To keep the procedure simple, the property values used were the Navy's book values of the property plus estimated value of contents. For civilian departments, the estimated current value, insured value or purchase cost (if relatively new) could be used. The estimated dollar loss from the fire is subtracted from the property value before applying the discount factor. So if a property was valued at $1 million and suffered an estimated $100,000 loss, but the rest of the property was almost surely saved, this estimated the save would be ($1 million - $100,000) × 0.9 = $810,000.

Navy's Estimated Saves (right) shows the estimated property value saved by the Navy in one year, using the methodology described above. There were 20 fires in which spread seemed highly probable without the fire service stop. The value at risk in those structures less fire loss was $15,286,800, which was multiplied by the discount factor of 0.9 to get a more conservative estimate of $13,754,000 saved. There also were six fires where unburned property valued at $22,613,000 probably was saved. That property value less the loss was multiplied by 0.6 to reflect the less than certain likelihood of spread. Another group of four fires were judged to have possible saves, and their property value at risk less the loss was multiplied by 0.25 to estimate dollars saved. The estimated total dollar value saved in structures, after discounting, was $34 million in round numbers.

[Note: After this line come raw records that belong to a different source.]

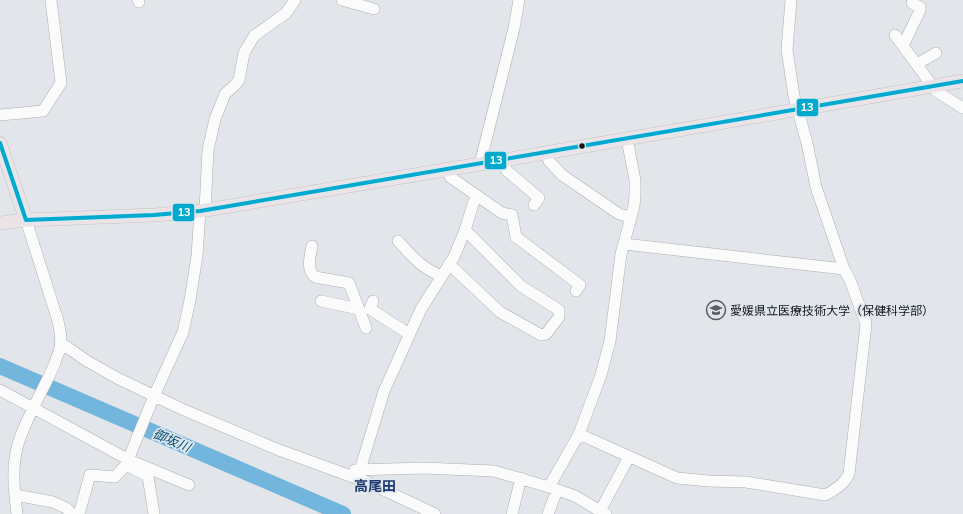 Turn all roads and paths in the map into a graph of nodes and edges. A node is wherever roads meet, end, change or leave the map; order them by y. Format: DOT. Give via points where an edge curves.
graph roads {
  1 [pos="51,0"];
  2 [pos="295,0"];
  3 [pos="342,0"];
  4 [pos="519,0"];
  5 [pos="792,0"];
  6 [pos="912,3"];
  7 [pos="374,9"];
  8 [pos="896,34"];
  9 [pos="903,46"];
  10 [pos="936,53"];
  11 [pos="917,64"];
  12 [pos="963,80"];
  13 [pos="932,86"];
  14 [pos="963,108"];
  15 [pos="797,109"];
  16 [pos="0,115"];
  17 [pos="627,139"];
  18 [pos="0,143"];
  19 [pos="546,153"];
  20 [pos="504,160"];
  21 [pos="480,164"];
  22 [pos="448,169"];
  23 [pos="476,195"];
  24 [pos="534,205"];
  25 [pos="202,210"];
  26 [pos="631,218"];
  27 [pos="26,220"];
  28 [pos="0,223"];
  29 [pos="465,230"];
  30 [pos="398,241"];
  31 [pos="624,244"];
  32 [pos="312,246"];
  33 [pos="450,264"];
  34 [pos="844,269"];
  35 [pos="442,276"];
  36 [pos="576,291"];
  37 [pos="321,301"];
  38 [pos="365,308"];
  39 [pos="366,328"];
  40 [pos="410,334"];
  41 [pos="60,346"];
  42 [pos="0,390"];
  43 [pos="153,399"];
  44 [pos="34,407"];
  45 [pos="579,434"];
  46 [pos="629,457"];
  47 [pos="128,460"];
  48 [pos="360,470"];
  49 [pos="338,471"];
  50 [pos="521,478"];
  51 [pos="189,485"];
  52 [pos="553,488"];
  53 [pos="15,495"];
  54 [pos="602,513"];
  55 [pos="17,514"];
  56 [pos="72,514"];
  57 [pos="79,514"];
  58 [pos="154,514"];
  59 [pos="435,514"];
  60 [pos="512,514"];
  61 [pos="548,514"];
  1 -- 16 [label="street" via="61,83 43,111"];
  2 -- 25 [label="street" via="286,13 254,36 244,53 239,80 225,94 215,119 208,150"];
  3 -- 7 [label="street"];
  4 -- 21 [label="street"];
  5 -- 15 [label="street" via="787,50"];
  6 -- 9 [label="street" via="920,7 920,10"];
  8 -- 9 [label="street"];
  9 -- 11 [label="street"];
  10 -- 11 [label="street"];
  11 -- 13 [label="street"];
  12 -- 13 [label="main road"];
  13 -- 14 [label="street"];
  13 -- 15 [label="main road"];
  15 -- 17 [label="main road"];
  15 -- 34 [label="street" via="816,187"];
  17 -- 19 [label="main road"];
  17 -- 26 [label="street" via="634,180 634,206"];
  18 -- 27 [label="main road"];
  19 -- 20 [label="main road"];
  19 -- 26 [label="street" via="549,161 562,175 619,214"];
  20 -- 21 [label="main road"];
  20 -- 24 [label="street" via="506,170 539,198"];
  21 -- 22 [label="main road"];
  22 -- 23 [label="street" via="450,177"];
  22 -- 25 [label="main road"];
  23 -- 29 [label="street"];
  23 -- 36 [label="street" via="502,213 512,215 516,237 580,285"];
  25 -- 27 [label="main road" via="154,216"];
  25 -- 43 [label="street" via="197,256 183,332"];
  26 -- 31 [label="street"];
  27 -- 28 [label="main road"];
  27 -- 41 [label="street" via="61,332"];
  29 -- 33 [label="street"];
  29 -- 33 [label="street" via="521,286 559,310 559,317 546,334 541,335 500,312"];
  30 -- 35 [label="street" via="419,264"];
  31 -- 34 [label="street"];
  31 -- 45 [label="street" via="620,254 610,341 601,375"];
  32 -- 38 [label="street" via="310,273 315,277 349,283"];
  33 -- 35 [label="street"];
  34 -- 46 [label="street" via="866,324 849,474 831,493 825,495 746,482 677,478"];
  35 -- 40 [label="street" via="421,309"];
  37 -- 38 [label="street"];
  38 -- 39 [label="street"];
  38 -- 40 [label="street"];
  40 -- 48 [label="street" via="384,391"];
  41 -- 43 [label="street"];
  41 -- 44 [label="street" via="49,377"];
  42 -- 44 [label="street"];
  43 -- 47 [label="street"];
  43 -- 49 [label="street"];
  44 -- 47 [label="street"];
  44 -- 53 [label="street" via="24,426 14,460"];
  45 -- 46 [label="street"];
  45 -- 52 [label="street"];
  46 -- 54 [label="street"];
  47 -- 51 [label="street"];
  47 -- 57 [label="street" via="115,477 90,475"];
  47 -- 58 [label="street" via="148,476"];
  48 -- 49 [label="street"];
  48 -- 50 [label="street" via="467,469 494,471"];
  49 -- 59 [label="street"];
  50 -- 52 [label="street"];
  50 -- 60 [label="street"];
  52 -- 54 [label="street" via="582,500"];
  52 -- 61 [label="street"];
  53 -- 55 [label="street"];
  53 -- 56 [label="street" via="53,502"];
}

The same process was repeated for aircraft, ships, other vehicles and outside fires.

Of course there is much judgment involved, some arbitrary, in estimating how far a fire would have spread without intervention and choosing the likelihood category, but it does represent at least a start on getting a reasonable approximation and is certainly more accurate than simply counting the total value of the property in which the fire occurred as the value saved, regardless of circumstances.

One can see from the estimates that in the Navy, much higher property values were at stake in aircraft fires and ship fires than in structures. And structures tend to have more value at risk than vehicle and outside fires. But there are exceptions. One warehouse fire had $90 million in contents at risk, higher than the value of many aircraft and higher than the value of the structure itself.

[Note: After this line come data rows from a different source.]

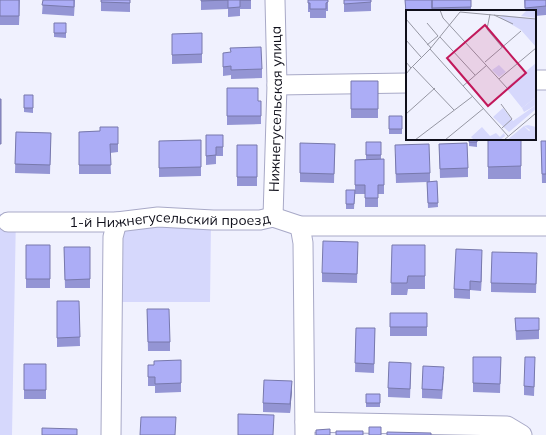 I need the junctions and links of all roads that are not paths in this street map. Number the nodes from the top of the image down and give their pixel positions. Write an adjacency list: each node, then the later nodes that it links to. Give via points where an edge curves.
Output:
1 (275, 0): 3 (street, Нижнегусельская улица)
2 (406, 83): 3 (street)
3 (277, 85): 4 (street, Нижнегусельская улица)
4 (273, 217): 6 (street, 1-й Нижнегусельский проезд, via 260,220 158,217); 7 (street, 1-й Нижнегусельский проезд)
5 (8, 222): 6 (street, 1-й Нижнегусельский проезд)
6 (117, 222): 10 (street, via 113,237)
7 (300, 226): 8 (street, 1-й Нижнегусельский проезд); 9 (street, via 303,243)
8 (546, 226)
9 (305, 428): 11 (street, via 507,426)
10 (111, 435)
11 (522, 435) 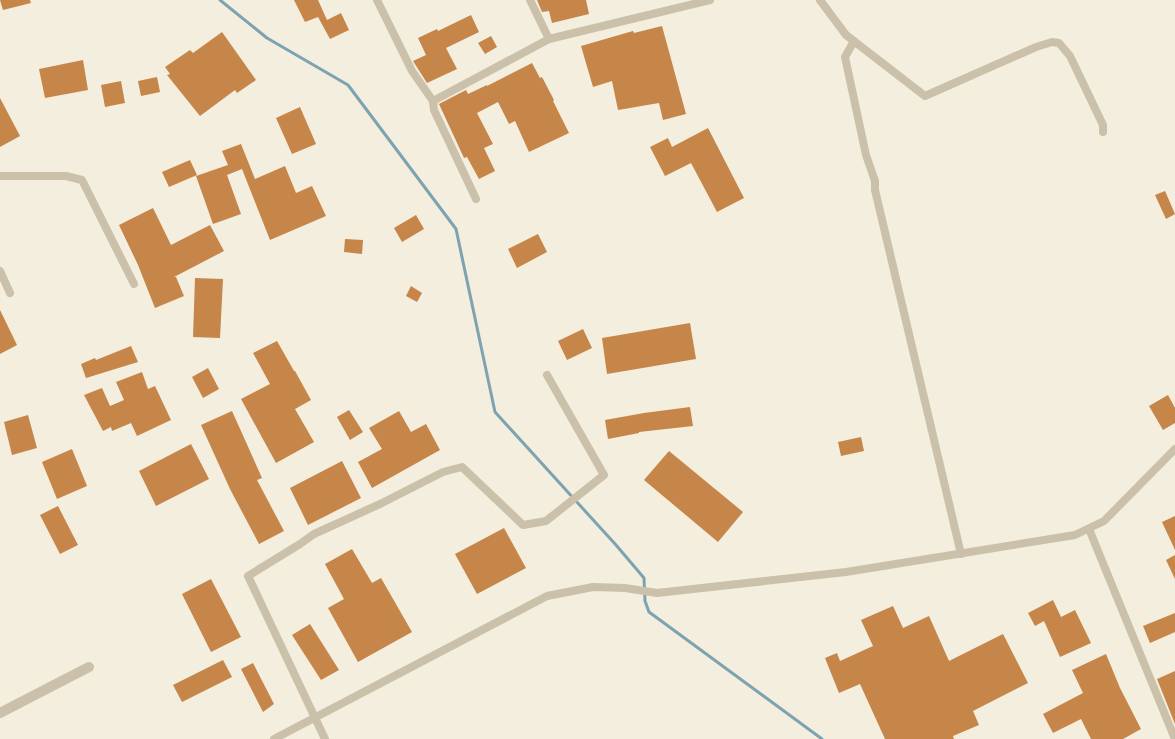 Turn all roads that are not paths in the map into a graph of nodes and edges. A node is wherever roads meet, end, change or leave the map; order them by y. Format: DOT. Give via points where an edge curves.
graph roads {
  1 [pos="377,0"];
  2 [pos="530,0"];
  3 [pos="710,0"];
  4 [pos="820,0"];
  5 [pos="549,39"];
  6 [pos="854,41"];
  7 [pos="433,101"];
  8 [pos="1103,132"];
  9 [pos="0,176"];
  10 [pos="476,199"];
  11 [pos="0,271"];
  12 [pos="134,284"];
  13 [pos="10,294"];
  14 [pos="547,375"];
  15 [pos="1175,449"];
  16 [pos="1088,529"];
  17 [pos="961,554"];
  18 [pos="89,667"];
  19 [pos="0,713"];
  20 [pos="315,718"];
  21 [pos="274,739"];
  22 [pos="325,739"];
  23 [pos="1175,739"];
  1 -- 7 [label="street" via="412,71"];
  2 -- 5 [label="street"];
  3 -- 5 [label="street"];
  4 -- 6 [label="street" via="846,35"];
  5 -- 7 [label="street"];
  6 -- 8 [label="street" via="925,96 1036,47 1052,42 1059,43 1070,56 1103,126"];
  6 -- 17 [label="street" via="845,57"];
  7 -- 10 [label="street" via="434,110"];
  9 -- 12 [label="street" via="66,176 82,180"];
  11 -- 13 [label="street"];
  14 -- 20 [label="street" via="604,475 546,521 522,525 462,467 443,472 314,534 248,576"];
  15 -- 16 [label="street" via="1104,521"];
  16 -- 17 [label="street" via="1075,535"];
  16 -- 23 [label="street"];
  17 -- 20 [label="street" via="846,572 657,593 593,587 547,596"];
  18 -- 19 [label="street"];
  20 -- 21 [label="street"];
  20 -- 22 [label="street"];
} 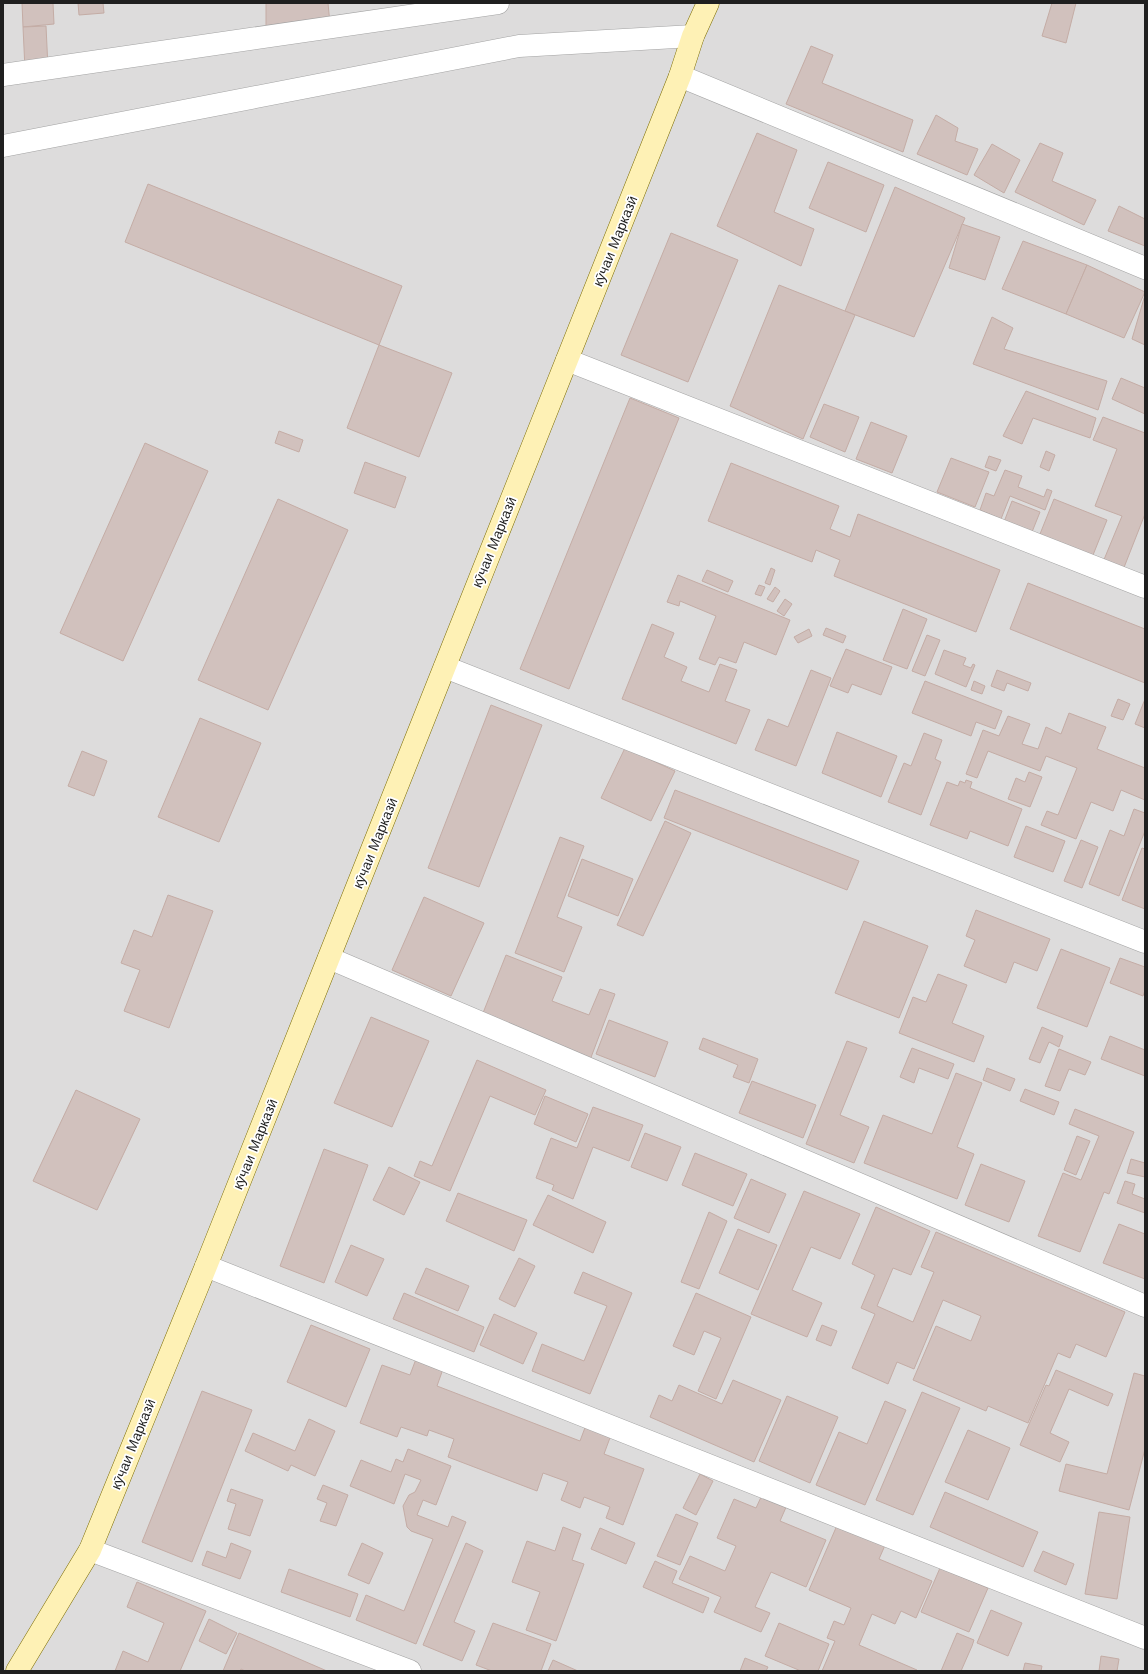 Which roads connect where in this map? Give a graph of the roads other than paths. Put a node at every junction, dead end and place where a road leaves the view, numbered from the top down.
1 (498, 3) edge
2 (708, 3) edge
3 (693, 36) junction
4 (3, 75) edge
5 (680, 76) junction
6 (3, 146) edge
7 (1145, 268) edge
8 (567, 360) junction
9 (1145, 587) edge
10 (445, 667) junction
11 (1145, 942) edge
12 (329, 958) junction
13 (206, 1266) junction
14 (1145, 1306) edge
15 (90, 1550) junction
16 (1145, 1638) edge
17 (17, 1671) edge
18 (410, 1671) edge

1 - 4 street
2 - 3 main road, кӯчаи Марказӣ
3 - 5 main road, кӯчаи Марказӣ
3 - 6 street
5 - 7 street
5 - 8 main road, кӯчаи Марказӣ
8 - 9 street
8 - 10 main road, кӯчаи Марказӣ
10 - 11 street
10 - 12 main road, кӯчаи Марказӣ
12 - 13 main road, кӯчаи Марказӣ
12 - 14 street
13 - 15 main road, кӯчаи Марказӣ
13 - 16 street
15 - 17 main road, кӯчаи Марказӣ
15 - 18 street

The property at risk from further fire damage totaled $741 million in 2005, which after discounting by the likelihood of spread yielded an estimated $354 million in saves. Only about half of Navy installations reported saves in 2005, so this estimate probably is conservative.

The Navy focused on estimating dollars saved only from “significant saves,” defined as any fire in which at least $100,000 was claimed to have been saved or a life or serious injury averted. A significant save can result from a small-loss fire that is stopped at the incipient fire level. A significant save also can result from a large-loss fire if an even larger loss was averted. For example, the Navy sometimes extinguishes an aircraft engine fire on the ground, resulting in a million dollar engine loss but saving the rest of a $60 million aircraft, for a potential save of $59 million. A fire that destroys one house in a fourplex may result in a loss of $150,000 but a save of $450,000 (3 × $150,000).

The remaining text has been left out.